I’d never thought about it that way before. Liu Laoshi told us it was a mantis form, we learned it, we do it, nothing more to it. True, he is most famous for his ba gua zhang, and secondly his xing yi quan, but Liu Laoshi’s third art is Six Harmonies Mantis. (See the cover of the Taiwan edition of his book, far more exciting than the cover of my mainland edition). So as far as I am concerned, he is the boss, at least in our particular line.

I am stilllllll working on an interview with him. It has been an endless project , with the actual interviews conducted once in Beijing and twice in Tokyo, then the endless translating and writing.
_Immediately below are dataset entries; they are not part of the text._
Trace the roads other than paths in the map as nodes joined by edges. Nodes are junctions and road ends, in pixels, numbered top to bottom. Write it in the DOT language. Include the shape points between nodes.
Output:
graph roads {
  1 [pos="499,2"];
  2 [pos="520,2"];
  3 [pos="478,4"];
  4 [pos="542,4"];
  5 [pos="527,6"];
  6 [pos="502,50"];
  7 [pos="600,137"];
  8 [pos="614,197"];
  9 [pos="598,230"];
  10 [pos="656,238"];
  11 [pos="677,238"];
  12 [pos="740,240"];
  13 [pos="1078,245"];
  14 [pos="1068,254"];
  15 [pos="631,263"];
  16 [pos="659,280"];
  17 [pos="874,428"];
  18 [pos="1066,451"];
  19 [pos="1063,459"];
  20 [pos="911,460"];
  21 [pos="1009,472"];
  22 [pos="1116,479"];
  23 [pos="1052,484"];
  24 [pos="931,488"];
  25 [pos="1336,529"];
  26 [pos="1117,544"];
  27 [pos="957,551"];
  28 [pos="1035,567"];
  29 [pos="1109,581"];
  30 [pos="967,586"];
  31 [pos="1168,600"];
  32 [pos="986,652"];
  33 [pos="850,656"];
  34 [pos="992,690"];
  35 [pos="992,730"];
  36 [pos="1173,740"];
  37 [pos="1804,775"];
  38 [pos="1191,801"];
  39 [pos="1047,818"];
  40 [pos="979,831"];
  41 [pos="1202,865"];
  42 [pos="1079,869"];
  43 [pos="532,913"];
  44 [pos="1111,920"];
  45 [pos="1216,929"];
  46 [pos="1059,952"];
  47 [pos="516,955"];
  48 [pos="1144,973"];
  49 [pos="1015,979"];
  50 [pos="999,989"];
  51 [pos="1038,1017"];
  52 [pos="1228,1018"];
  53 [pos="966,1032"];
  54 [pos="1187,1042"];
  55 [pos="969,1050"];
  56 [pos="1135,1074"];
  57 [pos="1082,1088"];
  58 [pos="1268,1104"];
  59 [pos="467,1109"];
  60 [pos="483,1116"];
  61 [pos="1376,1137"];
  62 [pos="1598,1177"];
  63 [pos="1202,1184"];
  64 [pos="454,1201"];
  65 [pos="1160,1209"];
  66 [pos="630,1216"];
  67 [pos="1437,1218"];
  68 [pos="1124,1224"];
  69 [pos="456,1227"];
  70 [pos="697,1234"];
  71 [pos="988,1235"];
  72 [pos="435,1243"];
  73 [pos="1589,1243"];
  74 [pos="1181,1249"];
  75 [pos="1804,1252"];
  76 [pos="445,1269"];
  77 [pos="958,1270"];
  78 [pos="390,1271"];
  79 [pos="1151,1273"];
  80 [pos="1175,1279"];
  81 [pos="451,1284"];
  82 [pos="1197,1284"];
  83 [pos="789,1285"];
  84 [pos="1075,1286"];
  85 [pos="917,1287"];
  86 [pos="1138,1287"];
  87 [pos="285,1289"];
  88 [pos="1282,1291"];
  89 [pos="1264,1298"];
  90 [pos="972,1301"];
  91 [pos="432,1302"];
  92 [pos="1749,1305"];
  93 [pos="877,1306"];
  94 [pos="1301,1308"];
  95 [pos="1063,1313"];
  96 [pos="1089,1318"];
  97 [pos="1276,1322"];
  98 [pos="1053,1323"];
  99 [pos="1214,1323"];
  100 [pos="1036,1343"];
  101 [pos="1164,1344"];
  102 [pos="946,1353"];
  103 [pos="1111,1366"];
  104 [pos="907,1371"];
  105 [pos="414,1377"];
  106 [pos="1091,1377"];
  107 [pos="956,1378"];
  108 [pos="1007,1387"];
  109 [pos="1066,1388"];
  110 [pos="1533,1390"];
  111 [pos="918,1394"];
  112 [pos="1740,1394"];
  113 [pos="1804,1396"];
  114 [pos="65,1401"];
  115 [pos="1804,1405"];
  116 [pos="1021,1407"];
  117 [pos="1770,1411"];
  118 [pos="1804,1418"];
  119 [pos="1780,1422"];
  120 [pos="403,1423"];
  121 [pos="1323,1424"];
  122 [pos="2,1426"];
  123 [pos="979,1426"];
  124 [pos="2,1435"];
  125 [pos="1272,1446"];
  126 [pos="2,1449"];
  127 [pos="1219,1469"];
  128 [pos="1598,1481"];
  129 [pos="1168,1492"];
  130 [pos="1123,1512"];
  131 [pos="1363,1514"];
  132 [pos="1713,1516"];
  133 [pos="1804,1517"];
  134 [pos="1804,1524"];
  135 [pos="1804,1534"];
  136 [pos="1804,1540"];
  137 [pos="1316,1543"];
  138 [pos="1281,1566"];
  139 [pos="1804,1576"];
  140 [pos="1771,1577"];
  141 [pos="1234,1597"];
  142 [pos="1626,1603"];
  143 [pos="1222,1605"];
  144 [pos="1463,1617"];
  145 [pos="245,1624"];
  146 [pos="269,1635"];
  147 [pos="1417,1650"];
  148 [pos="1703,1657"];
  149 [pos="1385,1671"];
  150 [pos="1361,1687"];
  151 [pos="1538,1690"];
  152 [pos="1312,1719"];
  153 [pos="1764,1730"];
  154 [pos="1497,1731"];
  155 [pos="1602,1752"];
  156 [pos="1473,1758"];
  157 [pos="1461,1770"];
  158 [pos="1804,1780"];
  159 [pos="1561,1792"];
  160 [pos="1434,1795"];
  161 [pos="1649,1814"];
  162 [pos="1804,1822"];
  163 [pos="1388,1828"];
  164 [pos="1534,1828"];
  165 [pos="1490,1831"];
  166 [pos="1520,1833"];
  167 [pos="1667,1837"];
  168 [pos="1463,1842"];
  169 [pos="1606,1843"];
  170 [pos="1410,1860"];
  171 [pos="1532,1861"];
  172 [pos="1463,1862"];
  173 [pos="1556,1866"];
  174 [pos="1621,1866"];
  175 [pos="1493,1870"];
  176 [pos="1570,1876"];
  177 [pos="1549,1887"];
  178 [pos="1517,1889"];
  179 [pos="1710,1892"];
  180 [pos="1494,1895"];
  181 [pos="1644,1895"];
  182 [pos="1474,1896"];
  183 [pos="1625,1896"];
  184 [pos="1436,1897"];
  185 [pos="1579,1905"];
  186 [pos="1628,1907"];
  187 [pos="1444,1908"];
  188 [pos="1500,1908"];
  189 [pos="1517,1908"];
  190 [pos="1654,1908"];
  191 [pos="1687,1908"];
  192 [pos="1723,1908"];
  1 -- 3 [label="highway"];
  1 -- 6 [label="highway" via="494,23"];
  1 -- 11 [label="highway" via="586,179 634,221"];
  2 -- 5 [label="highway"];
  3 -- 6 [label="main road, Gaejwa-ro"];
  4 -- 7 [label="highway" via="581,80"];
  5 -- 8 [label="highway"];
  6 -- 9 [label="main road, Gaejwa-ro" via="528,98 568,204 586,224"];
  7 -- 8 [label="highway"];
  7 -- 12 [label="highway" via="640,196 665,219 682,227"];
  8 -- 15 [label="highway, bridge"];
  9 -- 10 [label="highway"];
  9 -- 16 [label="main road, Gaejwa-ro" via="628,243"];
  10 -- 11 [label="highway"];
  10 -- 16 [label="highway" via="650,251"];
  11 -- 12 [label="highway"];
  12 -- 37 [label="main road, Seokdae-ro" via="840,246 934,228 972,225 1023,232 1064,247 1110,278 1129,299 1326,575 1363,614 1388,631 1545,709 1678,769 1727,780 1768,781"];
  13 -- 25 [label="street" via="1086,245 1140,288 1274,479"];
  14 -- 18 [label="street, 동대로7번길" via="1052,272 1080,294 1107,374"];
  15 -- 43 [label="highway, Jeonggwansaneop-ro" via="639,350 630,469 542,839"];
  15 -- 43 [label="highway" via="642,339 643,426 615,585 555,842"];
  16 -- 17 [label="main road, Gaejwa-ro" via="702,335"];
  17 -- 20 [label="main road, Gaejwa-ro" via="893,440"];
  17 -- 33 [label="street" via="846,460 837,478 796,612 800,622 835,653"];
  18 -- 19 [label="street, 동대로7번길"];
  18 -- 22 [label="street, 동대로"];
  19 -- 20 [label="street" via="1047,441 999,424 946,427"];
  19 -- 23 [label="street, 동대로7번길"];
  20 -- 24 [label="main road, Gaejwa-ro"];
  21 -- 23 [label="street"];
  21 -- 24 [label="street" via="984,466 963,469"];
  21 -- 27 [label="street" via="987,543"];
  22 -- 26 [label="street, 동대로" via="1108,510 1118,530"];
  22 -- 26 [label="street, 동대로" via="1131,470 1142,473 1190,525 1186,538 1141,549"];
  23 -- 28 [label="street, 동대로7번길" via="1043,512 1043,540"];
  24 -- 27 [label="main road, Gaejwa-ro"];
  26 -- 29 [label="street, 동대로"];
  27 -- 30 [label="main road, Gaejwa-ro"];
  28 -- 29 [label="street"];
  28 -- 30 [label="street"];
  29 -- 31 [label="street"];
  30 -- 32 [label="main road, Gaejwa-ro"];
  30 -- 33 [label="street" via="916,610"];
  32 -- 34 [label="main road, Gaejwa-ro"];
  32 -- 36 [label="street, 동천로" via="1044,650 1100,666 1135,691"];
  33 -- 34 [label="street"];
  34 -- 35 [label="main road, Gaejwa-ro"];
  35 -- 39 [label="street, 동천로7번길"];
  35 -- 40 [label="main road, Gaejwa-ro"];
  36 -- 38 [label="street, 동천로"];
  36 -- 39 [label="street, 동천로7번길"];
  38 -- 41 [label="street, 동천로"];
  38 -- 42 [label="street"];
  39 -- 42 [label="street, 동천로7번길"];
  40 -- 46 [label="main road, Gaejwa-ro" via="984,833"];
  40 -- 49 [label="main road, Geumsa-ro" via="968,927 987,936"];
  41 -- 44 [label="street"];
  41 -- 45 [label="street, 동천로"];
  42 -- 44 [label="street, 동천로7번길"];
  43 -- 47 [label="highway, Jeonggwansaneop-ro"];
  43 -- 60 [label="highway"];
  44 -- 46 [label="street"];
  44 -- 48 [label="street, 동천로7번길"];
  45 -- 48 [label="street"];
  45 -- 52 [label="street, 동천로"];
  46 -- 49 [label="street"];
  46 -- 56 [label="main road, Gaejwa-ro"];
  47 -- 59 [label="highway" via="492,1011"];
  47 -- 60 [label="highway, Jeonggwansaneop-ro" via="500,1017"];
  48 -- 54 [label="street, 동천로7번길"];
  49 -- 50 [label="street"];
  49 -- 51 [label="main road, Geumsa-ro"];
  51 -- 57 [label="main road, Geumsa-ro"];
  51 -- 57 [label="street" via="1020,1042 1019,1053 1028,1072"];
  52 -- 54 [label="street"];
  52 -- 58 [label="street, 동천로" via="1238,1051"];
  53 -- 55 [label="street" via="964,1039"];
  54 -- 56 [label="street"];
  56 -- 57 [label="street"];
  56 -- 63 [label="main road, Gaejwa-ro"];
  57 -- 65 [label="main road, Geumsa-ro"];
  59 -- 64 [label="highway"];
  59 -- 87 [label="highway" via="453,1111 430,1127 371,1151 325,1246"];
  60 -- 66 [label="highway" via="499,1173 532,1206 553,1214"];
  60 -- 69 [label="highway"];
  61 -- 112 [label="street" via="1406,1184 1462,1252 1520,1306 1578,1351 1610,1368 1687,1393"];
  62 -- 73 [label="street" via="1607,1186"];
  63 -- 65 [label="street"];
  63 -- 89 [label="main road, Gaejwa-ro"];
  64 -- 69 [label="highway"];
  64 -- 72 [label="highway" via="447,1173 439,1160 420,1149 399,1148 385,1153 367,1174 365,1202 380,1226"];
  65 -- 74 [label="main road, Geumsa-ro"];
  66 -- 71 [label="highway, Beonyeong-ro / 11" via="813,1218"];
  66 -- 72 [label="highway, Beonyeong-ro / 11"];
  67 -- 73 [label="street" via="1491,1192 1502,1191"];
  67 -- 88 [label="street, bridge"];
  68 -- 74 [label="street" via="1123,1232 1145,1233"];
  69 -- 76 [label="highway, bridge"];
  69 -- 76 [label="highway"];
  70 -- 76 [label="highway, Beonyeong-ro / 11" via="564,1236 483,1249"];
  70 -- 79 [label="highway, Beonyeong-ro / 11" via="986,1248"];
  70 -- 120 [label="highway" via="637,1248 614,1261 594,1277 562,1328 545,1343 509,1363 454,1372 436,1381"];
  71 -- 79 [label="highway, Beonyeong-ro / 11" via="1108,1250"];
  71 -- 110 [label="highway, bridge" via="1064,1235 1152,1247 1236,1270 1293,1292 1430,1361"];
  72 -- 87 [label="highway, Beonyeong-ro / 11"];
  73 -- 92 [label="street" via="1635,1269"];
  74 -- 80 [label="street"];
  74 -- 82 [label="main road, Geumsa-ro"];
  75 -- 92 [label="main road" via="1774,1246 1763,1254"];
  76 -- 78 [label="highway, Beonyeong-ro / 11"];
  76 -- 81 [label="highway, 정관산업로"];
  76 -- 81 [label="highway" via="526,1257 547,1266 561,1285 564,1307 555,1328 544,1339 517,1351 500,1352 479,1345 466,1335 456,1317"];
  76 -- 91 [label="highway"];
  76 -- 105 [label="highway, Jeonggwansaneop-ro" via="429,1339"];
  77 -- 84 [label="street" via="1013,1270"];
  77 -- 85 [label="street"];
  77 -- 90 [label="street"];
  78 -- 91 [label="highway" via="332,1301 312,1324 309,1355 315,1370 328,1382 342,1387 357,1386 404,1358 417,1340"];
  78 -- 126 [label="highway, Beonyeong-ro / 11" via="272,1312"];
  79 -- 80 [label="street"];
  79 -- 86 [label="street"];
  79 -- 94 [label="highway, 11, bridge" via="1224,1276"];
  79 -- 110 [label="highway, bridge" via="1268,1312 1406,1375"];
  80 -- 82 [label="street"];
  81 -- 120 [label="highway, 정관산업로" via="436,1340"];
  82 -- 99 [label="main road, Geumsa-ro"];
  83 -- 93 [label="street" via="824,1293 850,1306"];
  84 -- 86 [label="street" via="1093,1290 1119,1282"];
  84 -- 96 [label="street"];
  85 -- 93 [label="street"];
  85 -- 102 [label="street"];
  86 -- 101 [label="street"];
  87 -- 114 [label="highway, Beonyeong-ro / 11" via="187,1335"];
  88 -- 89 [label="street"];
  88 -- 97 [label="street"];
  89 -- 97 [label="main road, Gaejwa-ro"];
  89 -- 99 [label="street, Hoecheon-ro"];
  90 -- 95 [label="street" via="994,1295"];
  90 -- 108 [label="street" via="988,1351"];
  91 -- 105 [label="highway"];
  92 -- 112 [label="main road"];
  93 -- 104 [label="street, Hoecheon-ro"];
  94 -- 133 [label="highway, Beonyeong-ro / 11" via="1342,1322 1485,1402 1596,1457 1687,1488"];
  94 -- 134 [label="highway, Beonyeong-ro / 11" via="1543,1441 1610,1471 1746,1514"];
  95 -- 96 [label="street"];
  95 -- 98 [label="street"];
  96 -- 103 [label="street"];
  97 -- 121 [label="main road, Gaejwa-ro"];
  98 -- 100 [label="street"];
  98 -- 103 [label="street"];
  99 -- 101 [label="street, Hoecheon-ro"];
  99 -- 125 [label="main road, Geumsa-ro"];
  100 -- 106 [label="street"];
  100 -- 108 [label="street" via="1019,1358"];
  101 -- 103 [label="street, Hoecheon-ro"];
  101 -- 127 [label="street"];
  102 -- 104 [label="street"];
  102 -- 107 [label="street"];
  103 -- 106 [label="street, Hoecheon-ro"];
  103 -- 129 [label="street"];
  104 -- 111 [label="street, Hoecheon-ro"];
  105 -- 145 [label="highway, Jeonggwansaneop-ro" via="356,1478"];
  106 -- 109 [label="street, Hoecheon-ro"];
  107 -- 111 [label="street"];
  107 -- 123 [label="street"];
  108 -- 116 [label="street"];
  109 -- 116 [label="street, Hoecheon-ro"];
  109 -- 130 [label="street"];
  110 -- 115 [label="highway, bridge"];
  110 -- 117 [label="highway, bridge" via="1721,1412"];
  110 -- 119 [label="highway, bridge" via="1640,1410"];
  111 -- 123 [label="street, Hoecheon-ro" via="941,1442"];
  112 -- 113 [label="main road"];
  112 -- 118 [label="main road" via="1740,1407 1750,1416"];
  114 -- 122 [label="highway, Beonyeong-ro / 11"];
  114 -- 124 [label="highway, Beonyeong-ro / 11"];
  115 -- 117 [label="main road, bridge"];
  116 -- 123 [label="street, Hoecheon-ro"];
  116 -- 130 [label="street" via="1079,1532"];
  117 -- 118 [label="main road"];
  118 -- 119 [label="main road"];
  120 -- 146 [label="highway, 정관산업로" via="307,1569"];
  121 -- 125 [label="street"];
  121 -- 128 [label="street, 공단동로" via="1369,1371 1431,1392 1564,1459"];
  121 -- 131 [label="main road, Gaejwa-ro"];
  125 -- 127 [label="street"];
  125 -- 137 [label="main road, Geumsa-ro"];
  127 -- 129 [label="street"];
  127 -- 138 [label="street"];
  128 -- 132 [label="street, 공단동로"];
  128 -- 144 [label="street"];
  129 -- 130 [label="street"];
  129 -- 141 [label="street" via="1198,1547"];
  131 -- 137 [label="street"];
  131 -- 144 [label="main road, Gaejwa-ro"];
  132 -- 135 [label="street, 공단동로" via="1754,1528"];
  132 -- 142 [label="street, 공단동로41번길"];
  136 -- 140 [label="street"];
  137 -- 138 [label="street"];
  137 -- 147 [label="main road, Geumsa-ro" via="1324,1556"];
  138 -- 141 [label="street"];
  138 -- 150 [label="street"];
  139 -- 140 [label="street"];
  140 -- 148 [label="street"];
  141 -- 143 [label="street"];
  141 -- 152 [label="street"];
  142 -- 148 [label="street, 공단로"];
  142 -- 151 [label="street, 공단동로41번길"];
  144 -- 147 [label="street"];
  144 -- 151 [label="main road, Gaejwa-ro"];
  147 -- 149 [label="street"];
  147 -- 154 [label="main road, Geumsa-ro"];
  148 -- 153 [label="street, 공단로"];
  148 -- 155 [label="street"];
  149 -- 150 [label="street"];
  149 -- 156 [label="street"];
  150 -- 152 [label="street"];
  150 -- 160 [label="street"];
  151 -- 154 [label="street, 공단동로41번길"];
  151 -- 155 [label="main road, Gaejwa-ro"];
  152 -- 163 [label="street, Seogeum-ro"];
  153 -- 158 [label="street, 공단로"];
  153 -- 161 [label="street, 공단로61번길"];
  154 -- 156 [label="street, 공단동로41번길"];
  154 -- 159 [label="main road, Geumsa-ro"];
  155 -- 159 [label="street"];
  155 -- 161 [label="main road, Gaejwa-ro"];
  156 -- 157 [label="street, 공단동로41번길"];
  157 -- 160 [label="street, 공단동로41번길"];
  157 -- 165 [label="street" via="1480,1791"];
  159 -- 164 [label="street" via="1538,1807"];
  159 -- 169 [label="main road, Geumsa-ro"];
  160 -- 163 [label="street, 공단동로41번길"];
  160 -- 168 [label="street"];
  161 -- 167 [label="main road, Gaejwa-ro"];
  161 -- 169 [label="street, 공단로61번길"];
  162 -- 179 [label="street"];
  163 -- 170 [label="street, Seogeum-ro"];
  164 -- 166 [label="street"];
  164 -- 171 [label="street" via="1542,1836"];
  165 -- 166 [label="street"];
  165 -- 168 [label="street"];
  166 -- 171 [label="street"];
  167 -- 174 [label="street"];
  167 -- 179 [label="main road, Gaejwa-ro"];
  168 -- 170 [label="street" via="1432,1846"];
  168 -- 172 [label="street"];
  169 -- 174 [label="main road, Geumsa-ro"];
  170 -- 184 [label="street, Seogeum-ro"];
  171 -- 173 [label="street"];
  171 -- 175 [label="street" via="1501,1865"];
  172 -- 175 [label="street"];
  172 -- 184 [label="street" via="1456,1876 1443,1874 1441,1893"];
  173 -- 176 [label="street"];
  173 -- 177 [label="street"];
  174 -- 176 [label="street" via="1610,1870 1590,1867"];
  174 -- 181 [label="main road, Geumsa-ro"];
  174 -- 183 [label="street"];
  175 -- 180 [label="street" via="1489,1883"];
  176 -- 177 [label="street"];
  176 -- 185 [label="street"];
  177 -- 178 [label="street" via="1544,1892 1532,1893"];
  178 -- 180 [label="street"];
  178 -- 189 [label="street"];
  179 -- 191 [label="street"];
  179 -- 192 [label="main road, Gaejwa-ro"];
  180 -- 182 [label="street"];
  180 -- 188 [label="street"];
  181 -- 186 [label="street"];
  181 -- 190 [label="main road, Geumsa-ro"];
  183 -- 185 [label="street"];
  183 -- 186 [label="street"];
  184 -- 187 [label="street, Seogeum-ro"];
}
Somewhere in there I asked him about Liu He Tang Lang Quan, the particular branch he teaches. We were learning two of the eight forms that week in Tokyo. One of them (藏花 or cang hua) is much shorter and not, at first glance, obviously mantis-like. By that I mean no motions obviously trying to “look like” a mantis, as we often see in tournaments and exhibitions. (Then again, in application, it becomes very mantis-like, at least to my eyes.)

The other form we learned, 短捶 or duan chui, is much longer and has a few motions which more closely resemble those of a mantis. That, and the fact that it appears first in his book, led me to think it was a core form of the liu he tang lang quan syllabus.

Yet according to Liu, duan chui was not originally part of the liu he tang lang quan syllabus. It was originally called duan chui quan (短捶拳) and was a family art. Someone in that family (林世春) mastered both arts and passed them down together. We can only speculate how much each art may have influenced the forms of the other.

Anyway, these forms have come down to us and I am doing my best to see them with mantis eyes and to do them with a mantis body.

Thursday, April 1, 2010

The things I wake up to...


Springtime in Japan. Work late, drink late, wake up early….and get a blast from the past in real time. Wake up, check email before breakfast...

My friend and one-time karate nemesis unearthed ancient video from our university karate days and transferred it to DVD. Being technological dinosaurs, neither of us uses Twitter or Tweeter or whatever. So he sent me live emails while viewing ---

“I just watched you NOT break some boards. I had a bunch of old video of us “back in the day” put onto DVD, it’s great! We were not bad. You could not break two boards and smashed T’s fingers but who was looking, oh yea, the camera was.”

“Now you just lost a match in Denver cuz you punched him in the face. That’s a no-no.”

Naturally I recall neither of these events and my brain is filled only with images of my elbow going (change that: smashing effortlessly) through 3 boards (maybe it was 4?) at a different testing.

Cue the Metallica song about memory.